На удивление крепко соединены смех и одноглазие в описаниях Диогена Лаэртского. Известный своим смехом над догматиками Тимон Флиунтский, как сообщает Диоген, был одноглазым и даже называл себя по этой причине “Киклопом”. Считать эту связку случайной нельзя, так как, согласно Диогену, одноглазым был еще один Тимон, известный как “человеконенавистник” и большой охотник до шуток. Два совпадения дают понять, что дело идет о несомненной закономерности, к тому же далее Диоген говорит, что одноглазым был и последователь Тимона — Диоскурид! Так знак одноглазия переходит от одного насмешника к другому, от учителя к ученику. Более чем выразительно одноглазие и смех сходятся в сцене, где одноглазый Тимон, сопровождаемый одно-глазым Диоскуридом, советует человеку, который всегда и всему удивлялся, удивиться тому, что у них на троих бе-седующих всего четыре глаза (Diog. L. IX, 12, І09-114). Если поставить на место удивлявшегося человека Тимона Флиунтского, выходит еще нечто более замечательное: на троих остроумцев по одному глазу; конечно, больше, чем у старух-Грай, но все-таки подозрительно мало. Если все это не вымысел, а совпадение, то совпадение весьма странное, оно может только еще более утвердить нас в мысли о существовании связи - теперь уже приобретающей оттенок мистический — между одноглазием и смехом.

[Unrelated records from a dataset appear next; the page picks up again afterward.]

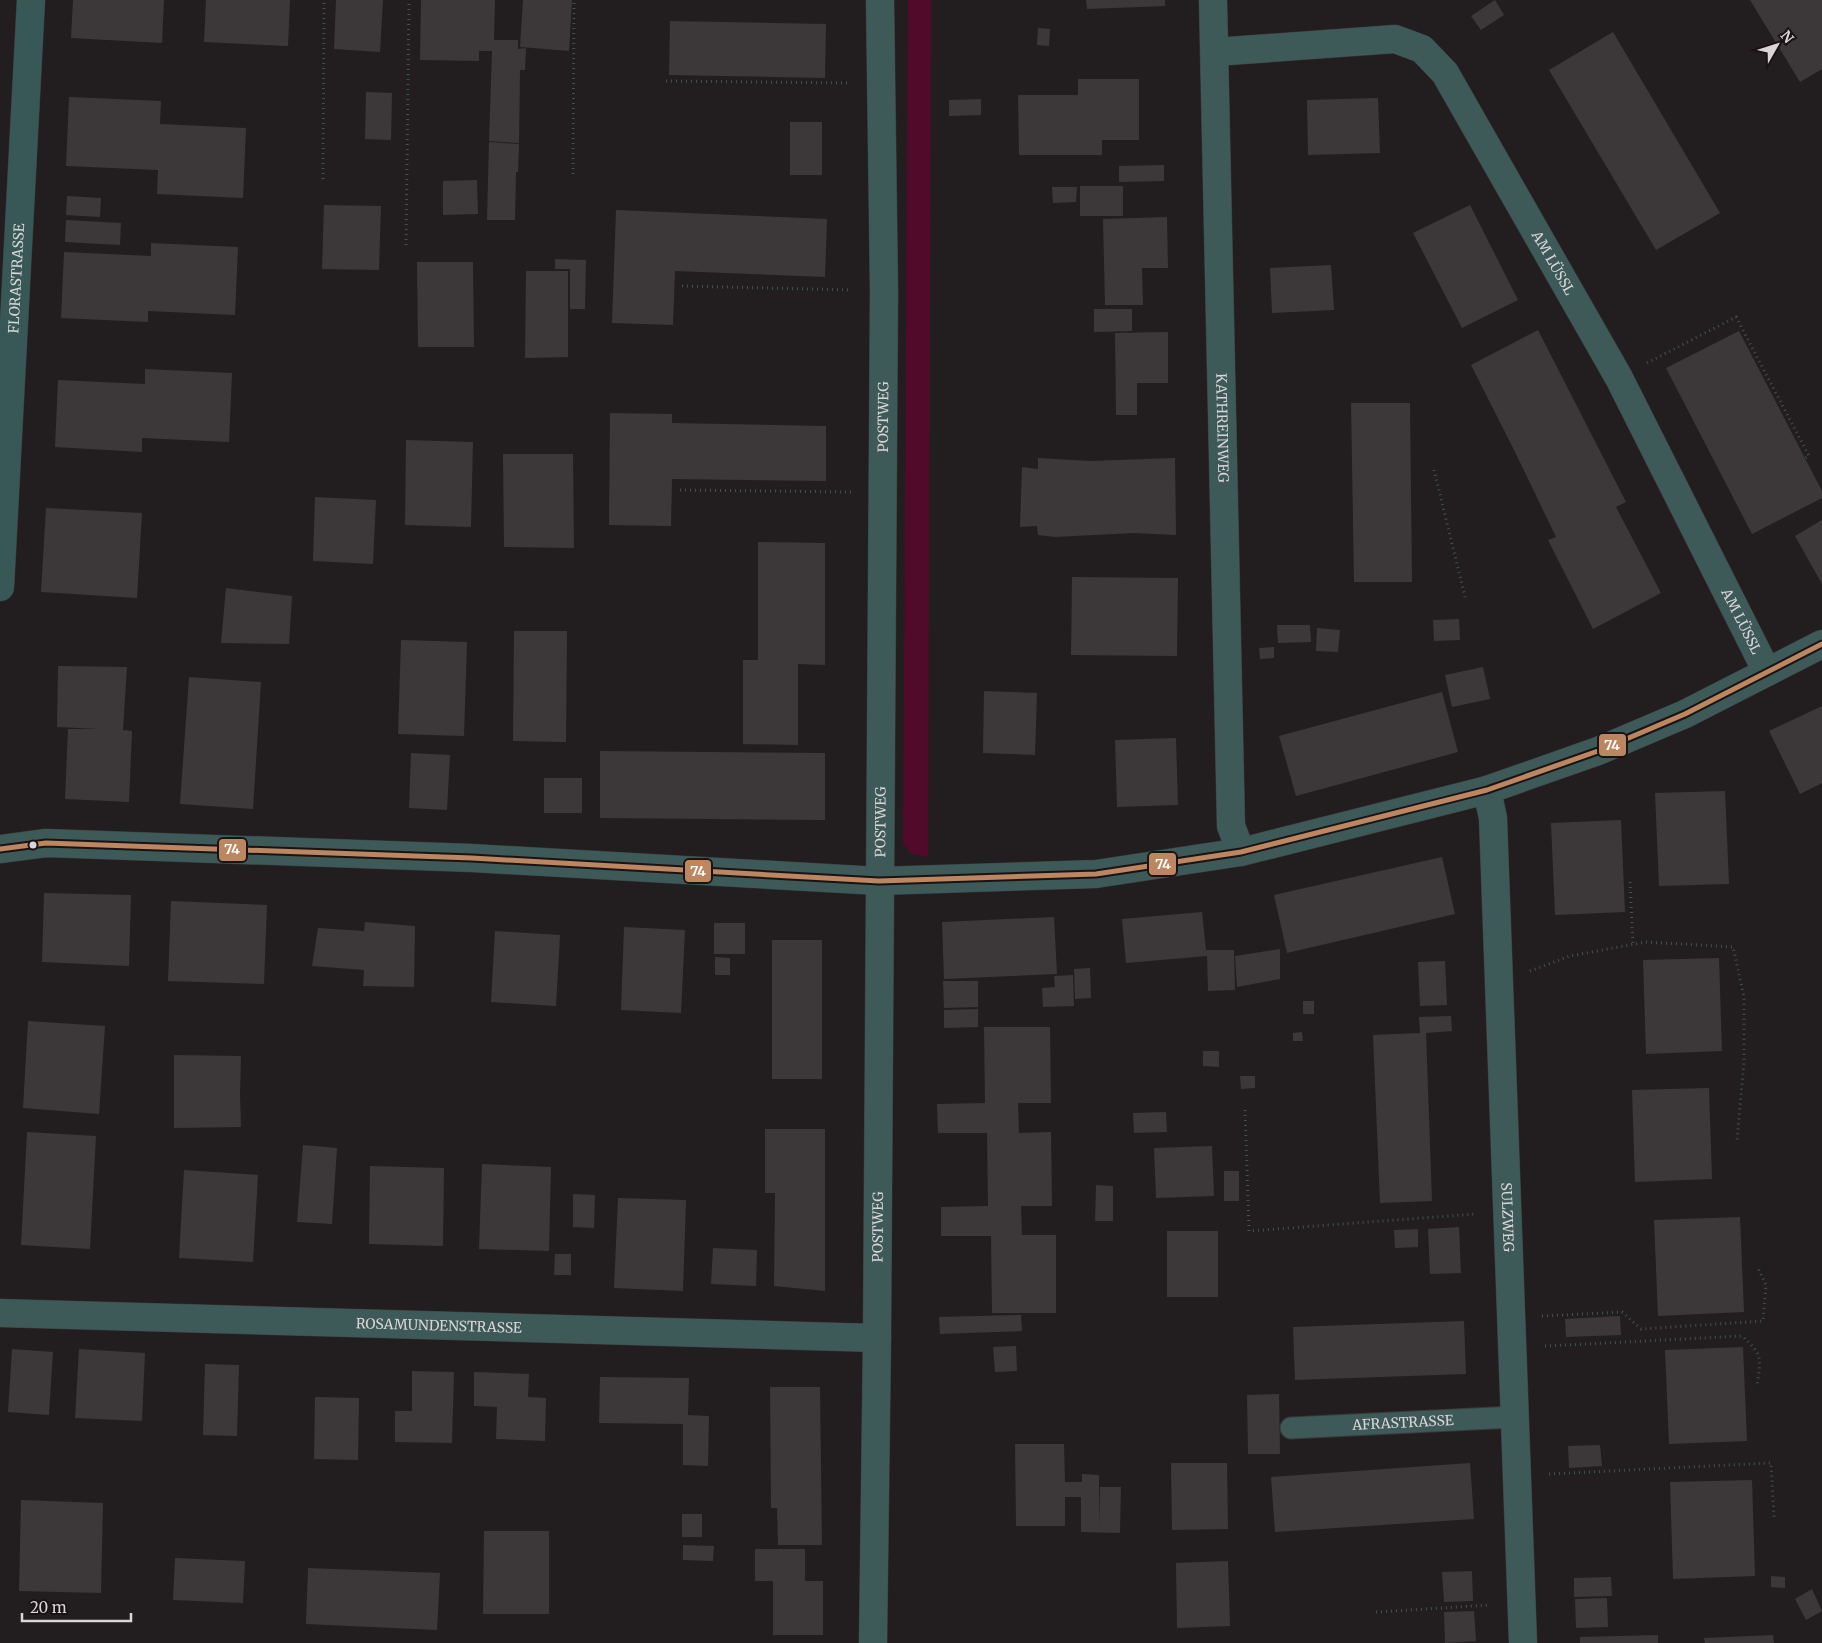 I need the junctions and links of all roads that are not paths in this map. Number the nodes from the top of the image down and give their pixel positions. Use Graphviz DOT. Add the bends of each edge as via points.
graph roads {
  1 [pos="31,0"];
  2 [pos="880,0"];
  3 [pos="1213,0"];
  4 [pos="1215,52"];
  5 [pos="0,588"];
  6 [pos="1822,644"];
  7 [pos="1767,672"];
  8 [pos="1487,790"];
  9 [pos="0,849"];
  10 [pos="1240,852"];
  11 [pos="879,881"];
  12 [pos="0,1313"];
  13 [pos="877,1338"];
  14 [pos="1514,1417"];
  15 [pos="1291,1428"];
  16 [pos="873,1643"];
  17 [pos="1523,1643"];
  1 -- 5 [label="street, FLORASTRASSE"];
  2 -- 11 [label="street, POSTWEG" via="884,291"];
  3 -- 4 [label="street, KATHREINWEG"];
  4 -- 7 [label="street, AM LÜSSL" via="1395,39 1422,49 1445,73 1619,378"];
  4 -- 10 [label="street, KATHREINWEG" via="1231,826"];
  6 -- 7 [label="street"];
  7 -- 8 [label="street" via="1685,714 1598,751"];
  8 -- 10 [label="street"];
  8 -- 14 [label="street, SULZWEG" via="1493,818"];
  9 -- 11 [label="street" via="46,843 463,857"];
  10 -- 11 [label="street" via="1096,874"];
  11 -- 13 [label="street, POSTWEG"];
  12 -- 13 [label="street, ROSAMUNDENSTRASSE"];
  13 -- 16 [label="street, POSTWEG"];
  14 -- 15 [label="lane, AFRASTRASSE"];
  14 -- 17 [label="street, SULZWEG"];
}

Если же говорить о вымысле, причем вымысле по нашим меркам весьма жестоком, то надобно взять пример из уже упоминавшейся саги о Ньяле, глс соединение смеха с одноглазием происходит так: во время пожара (вспомним о связи смеха и огня26) Скарпхедин прыгает с крыши на землю и видит, что над ним смеется Гуннар. Тогда Скарпхедин достает из кошелька зуб, бросает его в лицо Гуннару и выбивает ему глаз. Так неожиданно — на первый взгляд, разумеется, — смех и одноглазие вновь оказываются рядом друг с другом: тот, кто смеялся, становится одноглазым. Что же касается звена, связывающего здесь одноглазие и смех, то оно не случайно и само является глубоко символичным. Звено это — рот.

Смех и рот. Рот с обнаженными зубами — главная примета смеющегося лица. Для архаического умозрения рот вообще может быть равен смеху: сбывшаяся синекдоха из кэрроловской “Алисы” — висящая в воздухе улыбка — довольно точно передает самый дух такого рода отождествления. К тому же рот, как глаз или солнце, представ-ляет собой круг — красный круг, а это один из знаков смеха, его иноформа.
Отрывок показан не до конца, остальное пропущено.